Wednesday, January 26, 2011

Beating Retreat, officially denotes the end of Republic Day festivities, History of Beating Retreat, known as watch setting and was initiated at sunset by the firing of a single round from the evening gun, The Chief Guest of the function, compound march, popular marching tunes, the Foot Guards Bands, the bands of the three wings of the military, 'Sare Jahan Se Achchha' - Hindi Patriotic Song

Beating Retreat is a military ceremony dating back to 16th century England and was first used in order to recall nearby patrolling units to their castle.

Originally it was known as watch setting and was initiated at sunset by the firing of a single round from the evening gun.

An order from the army of James II (England), otherwise James VII of Scotland dated to 18 June 1690 had his drums beating an order for his troops to retreat and a later order, from William III in 1694 read "The Drum Major and Drummers of the Regiment which gives a Captain of the Main Guard are to beat the Retreat through the large street, or as may be ordered. They are to be answered by all the Drummers of the guards, and by four Drummers of each Regiment in their respective Quarters". However, either or both orders may refer to the ceremonial tattoo.

For the first time ever, a Foreign band was allowed to play at the Beating Retreat on 5 June 2008. This band was that of the 1st Battalion Royal Malay Regiment, who had been helping to guard London, by mounting guards at the palaces. Amongst their performance pieces were arrangements of number of well known pieces from Film.

 In India it officially denotes the end of Republic Day festivities. It is conducted on the evening of January 29, the third day after the Republic Day. It is performed by the bands of the three wings of the military, the Indian Army, Indian Navy and Indian Air Force. The venue is Raisina Hills and an adjacent square, flanked by the north and south block of the Rashtrapati Bhavan (President's house).

The Chief Guest of the function is the President of India who arrives escorted by the 'President's Bodyguards' (PBG), a cavalry unit. When the President arrives, the PBG commander asks the unit to give the National Salute, which is followed by the playing of the Indian National Anthem, Jana Gana Mana, by the Massed Bands, and at the same time by the unfurling of the Flag of India on the flagpole.

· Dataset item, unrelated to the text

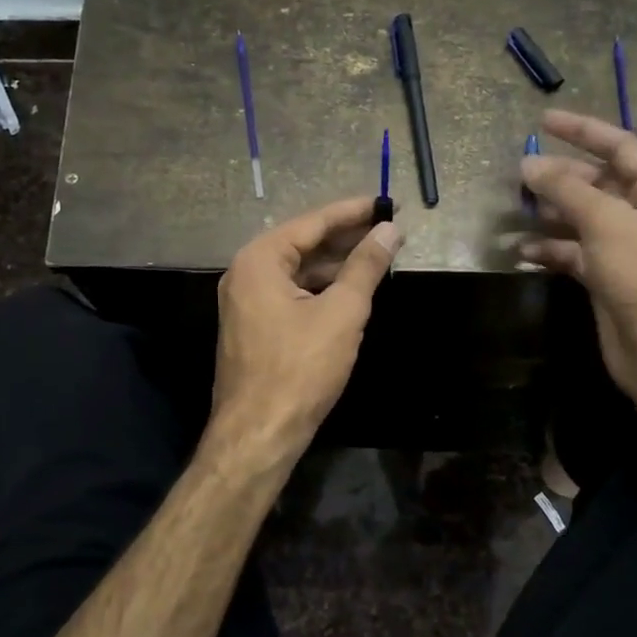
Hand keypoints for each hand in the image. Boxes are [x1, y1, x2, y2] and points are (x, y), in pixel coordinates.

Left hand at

The ceremony starts by the massed bands of the three services marching in unison, playing popular marching tunes like Colonel Bogey and Sons of the Brave. The Fanfare then is followed by the bands of the Indian Army marching forward in quick time, then breaking into slow time, then by the 'compound march' involving movements to form intricate and beautiful patterns. The military band, again, breaks into quick time and goes back to the farthest end of Raisina Hills. Then the Pipes and Drums of the Indian Army play traditional Scottish tunes and Indian tunes like "Gurkha Brigade", Neer's "Sagar Samraat" and "Chaandni" . This band also does a compound march. The last bands to perform are the combined bands of the Navy and the Air Force. This part of the ceremony ends with their compound march. Not to forget inter services bands beating the retreat during Asian games closing ceremony in New Delhi "ASIAD 82" for which the credit goes to retired Indian Army's Music Director Late Harold Joseph, Indian Navy's Jerome Rogrigues and Indian Navy's M S Neer, one of the greatest musician, conductor, composer and instrumentalist of the Indian Armed Forces bands, who had led the massed bands at ASIAD 82 closing ceremony.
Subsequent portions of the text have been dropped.